La lecture du rapport du Conseil d’Analyse Economique1 sur les effets d’un prix du pétrole élevé et volatile, présenté en juillet 2010 à Christine Lagarde m’a fait prendre conscience du fait qu’il y avait deux débats distincts. C’est peut-être ce qui explique l’incroyable aveuglement de nos dirigeants et l’impréparation de notre pays à un choc pétrolier inévitable. Sans doute sont-ils abreuvés d’études et de conclusions divergentes sur ces deux questions :
- quand le peak oil va-t-il se produire et quelle forme va-t-il prendre (que pourrait être le taux de déclin de la production pétrolière après plafonnement ?)
- quelles en seront les conséquences économiques ?
Sur la première sous-question il me semble que la messe est dite2 : la production de pétrole conventionnel stagne et l‘incertitude sur la date du peak oil se mesure en années. Sur la deuxième sous-question c’est un peu moins clair : les pessimistes pensent qu’on aura un déclin rapide, les optimistes pensent que les innovations permettant de réduire notre dépendance au pétrole freineront la vitesse de ce déclin.
Sur la deuxième question, le débat, que j’espère initié par ce rapport du CAE est plus difficile : un premier raisonnement, simpliste, consiste à se dire qu’une augmentation du baril à 150 dollars ne va pas mener à la fin du monde : la facture pétrolière de la France est inférieure à 50 milliards d’euros, moins de 3% du PIB ; pourquoi parler d’apocalypse3 même dans l’hypothèse d’un doublement de la dite facture, au demeurant improbable ? Il est en effet clair qu’une hausse du prix du baril induira très rapidement des baisses de sa consommation et réduira la hausse de la dite facture. Elle sera par ailleurs favorable aux industries qui proposent des services et produits permettant d’économiser du pétrole, créant de l’emploi à la fois pour le marché intérieur et pour l’export. Inversement tout le monde a en tête que le budget énergie pèse sur les ménages les plus défavorisés et que sa hausse pourrait le plonger dans la pauvreté, réduire leur pouvoir d’achat sur d’autres postes et freiner la croissance.
Pour comprendre les conséquences multiples d’un « choc » pétrolier, il est difficile d’échapper à l’exercice de la modélisation économique, qui vise à en représenter de manière simplifiée les conséquences. C’est ce qu’ont fait nos auteurs qui concluent au fait qu’une hausse du baril à 150 dollars pourrait avoir un effet de baisse du PIB de 1 à 2 %. Pas du tout négligeable, dans une période où la crise des finances publiques semble demander, pour être jugulée, des taux de croissance supérieurs à 2%…C’est d’ailleurs le mérite de ce rapport : sans sonner le tocsin, il insiste lourdement pour que nos dirigeants politiques prennent la mesure de la menace que fait peser sur notre économie la venue d’un pétrole nécessairement plus cher.
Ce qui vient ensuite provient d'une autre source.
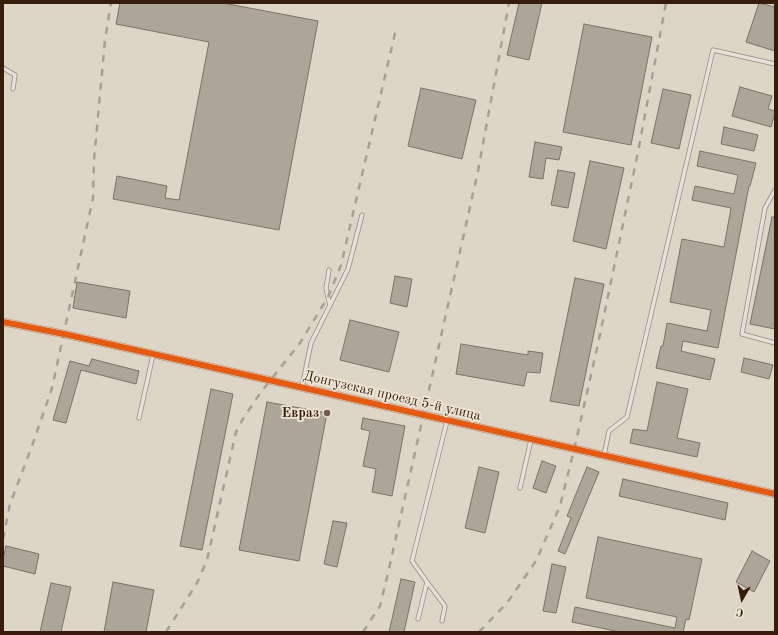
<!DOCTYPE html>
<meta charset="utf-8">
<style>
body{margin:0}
#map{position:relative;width:778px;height:635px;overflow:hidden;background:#ddd6c7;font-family:"Old Standard TT",serif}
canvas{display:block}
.frame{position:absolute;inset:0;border:4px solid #371b0b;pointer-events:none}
.north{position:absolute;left:722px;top:579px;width:40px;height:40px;-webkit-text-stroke:3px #eee6d5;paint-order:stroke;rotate:189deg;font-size:11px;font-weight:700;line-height:16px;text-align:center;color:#371b0b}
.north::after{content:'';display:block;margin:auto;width:14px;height:18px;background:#371b0b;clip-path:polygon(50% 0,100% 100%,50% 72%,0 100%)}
</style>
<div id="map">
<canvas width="778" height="635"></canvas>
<div class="frame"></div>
<div class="north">С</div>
</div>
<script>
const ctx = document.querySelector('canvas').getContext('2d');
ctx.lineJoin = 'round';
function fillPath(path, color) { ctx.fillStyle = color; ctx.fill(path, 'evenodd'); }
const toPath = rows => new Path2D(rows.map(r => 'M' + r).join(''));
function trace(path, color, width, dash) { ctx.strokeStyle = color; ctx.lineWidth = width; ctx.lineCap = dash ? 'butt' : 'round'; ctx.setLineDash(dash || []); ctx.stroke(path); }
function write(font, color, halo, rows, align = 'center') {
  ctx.font = font + ' "Old Standard TT",serif'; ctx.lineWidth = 3.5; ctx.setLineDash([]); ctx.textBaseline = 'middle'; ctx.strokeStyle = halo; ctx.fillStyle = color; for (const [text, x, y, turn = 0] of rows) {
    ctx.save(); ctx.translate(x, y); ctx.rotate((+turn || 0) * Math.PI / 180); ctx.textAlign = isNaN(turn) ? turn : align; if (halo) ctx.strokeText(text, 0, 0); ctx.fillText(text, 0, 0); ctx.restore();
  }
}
const building = toPath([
 [120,3,223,3,318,21,279,230,113,199,117,176,167,186,165,198,179,200,209,42,116,24,120,3],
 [519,3,542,3,529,60,507,55,519,3],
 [759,3,775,7,775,51,746,42,759,3],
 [584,24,652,37,631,145,563,132,584,24],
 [740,87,772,96,768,109,775,111,775,113,771,127,732,116,740,87],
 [421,88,476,100,462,159,408,146,421,88],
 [663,89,691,95,679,149,651,143,663,89],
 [724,127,758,135,754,151,721,144,724,127],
 [535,142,562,147,559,160,546,158,543,179,529,177,535,142],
 [700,151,756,163,750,186,749,186,718,348,683,341,681,351,715,359,710,380,656,368,661,346,663,346,667,323,707,331,711,310,670,302,682,239,724,247,731,208,692,200,695,186,734,194,738,175,697,166,700,151],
 [590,161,624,168,606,249,573,241,590,161],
 [558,170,575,173,568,208,551,205,558,170],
 [772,217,775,217,775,329,750,324,772,217],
 [395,276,412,279,407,307,390,303,395,276],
 [575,278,604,284,579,406,550,401,575,278],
 [77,282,130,291,126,318,73,308,77,282],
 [350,320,399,332,389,372,340,360,350,320],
 [461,344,528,355,528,351,543,353,540,373,527,372,524,386,456,374,461,344],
 [744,358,773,365,769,379,741,372,744,358],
 [92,359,139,371,136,384,81,370,66,423,53,420,70,361,89,366,92,359],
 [657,382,688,389,677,438,700,443,697,457,630,443,633,429,647,431,657,382],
 [211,389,233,394,202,550,180,546,211,389],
 [267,402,327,413,299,561,239,550,267,402],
 [363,418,405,426,392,496,372,492,376,469,363,466,370,431,361,429,363,418],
 [542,461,556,466,546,493,533,488,542,461],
 [479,467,499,472,485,533,465,528,479,467],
 [587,467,599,472,565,554,558,551,571,518,567,516,587,467],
 [623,479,728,503,725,520,619,496,623,479],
 [333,521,347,523,337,567,324,564,333,521],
 [598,537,702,559,689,620,686,619,683,632,620,632,572,622,575,607,675,628,677,617,586,598,598,537],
 [6,546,39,554,35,574,3,566,3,559,6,546],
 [752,551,770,561,754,592,736,582,752,551],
 [552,564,566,567,556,613,543,611,552,564],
 [401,579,415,582,404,632,389,632,401,579],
 [113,582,154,590,146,632,104,632,113,582],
 [51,583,71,587,61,632,40,632,51,583]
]);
fillPath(building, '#aca59a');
trace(building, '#7a7167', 1);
const lane = toPath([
 [3,68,15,75,13,89],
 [775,190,765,208,742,334,775,343],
 [329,270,326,288,330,306],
 [302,387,311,343,348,269,362,215],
 [139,418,153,355],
 [604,455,609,431,627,417,713,50,775,64],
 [520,488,531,440],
 [427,582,445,606,442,621],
 [418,619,427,582,412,561,447,421]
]);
const street = toPath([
 [3,322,64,334,775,494]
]);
trace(lane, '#928a80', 5);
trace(street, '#928a80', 8);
trace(lane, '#e5e1da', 3.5);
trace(street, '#e5e1da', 7);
trace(toPath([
 [3,539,10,504,32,446,52,388,93,198,94,160,105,40,111,3],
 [166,632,197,583,207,560,236,432,244,417,261,392,300,343,328,297,341,265,396,29],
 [363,632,380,606,388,573,478,171,509,3],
 [479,632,507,603,536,561,560,506,574,450,598,344,638,152,666,3]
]), '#a49f97', 2.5, [7, 7]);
trace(toPath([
 [3,322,64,334,775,494]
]), '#e8590c', 6);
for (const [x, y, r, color] of [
 [327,413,4,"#715c4d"]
]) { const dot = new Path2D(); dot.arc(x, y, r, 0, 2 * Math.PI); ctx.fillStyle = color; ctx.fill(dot); trace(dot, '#eee6d5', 1.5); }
write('14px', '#371b0b', '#eee6d5', [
 ["Донгузская проезд 5-й улица",392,396,13]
]);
write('bold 14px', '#371b0b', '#eee6d5', [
 ["Евраз",319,413]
], 'right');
</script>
Mais faut-il croire en la capacité des modèles macroéconomiques à représenter le monde réel ? Comment peuvent-ils intégrer les phénomènes aberrants que l’ingénierie financière a réussi à produire dans les dernières années ? Comment intègrent-ils des ruptures géopolitiques ou des comportements sociaux imprévisibles ? Les chiffrages du rapport du CAE ne sont-ils pas préétablis, puis justifiés par des calculs savants, en fonction d’une stratégie de communication assez efficace : ne pas faire trop peur mais attirer l’attention ?
Ce doute légitime ne me semble cependant vraiment pas suffisant, quand on pense à la difficulté d’imaginer une civilisation post-pétrole, et encore plus de convaincre nos concitoyens, à froid, de réduire leur dépendance, dont ils ne veulent ou peuvent se sortir. Je crois bien que le risque est élevé que nous connaissions une crise majeure. Essayons d’en faire mieux percevoir les logiques de déroulement et d’en solidifier l’articulation face au déni argumenté.
Alain Grandjean
1 Rapport CAE n°93 de Patrick Artus, Antoine de’Autume, Philippe Chalmin, Jean-Marie Chevallier, voir www.cae.gouv.fr
2 Voir la multiplicité des rapports sur le sujet, par exemple dans le blog de Matthieu Auzanneau
3 Selon le titre de l’ouvrage d’Yves Cochet, Pétrole apocalypse, Fayard 2007
4 réponses à “Peak oil : même pas mal ?”
[…] Ce billet était mentionné sur Twitter par G.N. MEYER, Chemin vert. Chemin vert a dit: Peak oil : même pas mal ? Considérant un risque élevé de crise majeure, pouvons-nous en parler ? @alaingrandjean http://bit.ly/cwMpyk […]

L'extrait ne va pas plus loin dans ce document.